Pandas can make use of NumPy as a backend for some data.
Before jumping into a practial example we’re we’ll use Pandas, let’s first understand how we’ll represent data.
Wide and long format
When we want to represent data, we have two options:
- In wide format, the data is indexed by first column where the values do not repeat.
- Different variables for observations are placed on different columns.
- In long format, a column indexes the different kinds of observations and another column contains the respective values.
Converting data to wide format is called pivoting.

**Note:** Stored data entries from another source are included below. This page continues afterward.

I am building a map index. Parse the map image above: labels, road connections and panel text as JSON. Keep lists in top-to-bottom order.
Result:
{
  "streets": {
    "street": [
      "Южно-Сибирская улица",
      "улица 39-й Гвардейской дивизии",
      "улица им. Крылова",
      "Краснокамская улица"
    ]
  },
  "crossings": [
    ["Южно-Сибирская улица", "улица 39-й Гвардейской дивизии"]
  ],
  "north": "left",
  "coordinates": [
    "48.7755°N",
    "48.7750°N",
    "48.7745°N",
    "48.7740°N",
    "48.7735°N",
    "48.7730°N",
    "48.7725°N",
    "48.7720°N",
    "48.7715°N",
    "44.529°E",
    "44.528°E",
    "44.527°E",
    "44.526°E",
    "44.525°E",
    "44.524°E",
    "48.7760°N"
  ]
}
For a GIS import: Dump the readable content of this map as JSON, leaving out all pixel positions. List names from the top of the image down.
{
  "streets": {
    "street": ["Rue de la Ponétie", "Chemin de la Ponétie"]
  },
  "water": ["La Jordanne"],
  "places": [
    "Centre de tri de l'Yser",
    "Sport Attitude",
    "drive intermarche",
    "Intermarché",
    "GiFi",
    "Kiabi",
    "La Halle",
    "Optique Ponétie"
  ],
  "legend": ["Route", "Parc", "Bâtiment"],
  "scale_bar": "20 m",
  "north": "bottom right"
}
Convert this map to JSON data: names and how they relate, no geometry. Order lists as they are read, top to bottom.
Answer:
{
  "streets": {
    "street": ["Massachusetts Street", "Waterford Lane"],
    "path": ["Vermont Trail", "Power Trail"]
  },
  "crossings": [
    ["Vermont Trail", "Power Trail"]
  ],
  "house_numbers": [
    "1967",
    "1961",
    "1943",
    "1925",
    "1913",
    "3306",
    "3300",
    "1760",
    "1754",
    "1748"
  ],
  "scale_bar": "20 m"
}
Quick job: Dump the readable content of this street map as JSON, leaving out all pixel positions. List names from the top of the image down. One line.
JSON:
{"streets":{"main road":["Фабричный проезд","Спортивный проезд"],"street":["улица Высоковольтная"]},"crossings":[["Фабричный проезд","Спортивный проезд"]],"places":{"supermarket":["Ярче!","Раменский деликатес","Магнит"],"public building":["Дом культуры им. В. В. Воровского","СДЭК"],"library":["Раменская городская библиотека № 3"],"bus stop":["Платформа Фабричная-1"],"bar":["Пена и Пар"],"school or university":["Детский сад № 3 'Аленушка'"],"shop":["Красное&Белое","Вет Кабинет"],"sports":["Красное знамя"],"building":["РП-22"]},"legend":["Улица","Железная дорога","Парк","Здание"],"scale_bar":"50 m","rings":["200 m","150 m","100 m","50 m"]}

Converting data to long format is unpivoting or melting.
'''
Wide format
Person Age Weight Height
0 Bob 32 168 180
1 Alice 24 150 175
2 Steve 64 144 165
Long format
Person Attribute Value
0 Bob Age 32
1 Bob Weight 168
2 Alice Age 24
3 Alice Weight 150
4 Steve Age 64
5 Steve Weight 144
'''
Palmer penguins
We’ll use the palmer penguins data set.
Let’s import Pandas, note that we don’t import NumPy here!
import pandas as pd
Pandas offers a great selection of reading methods for different file formats.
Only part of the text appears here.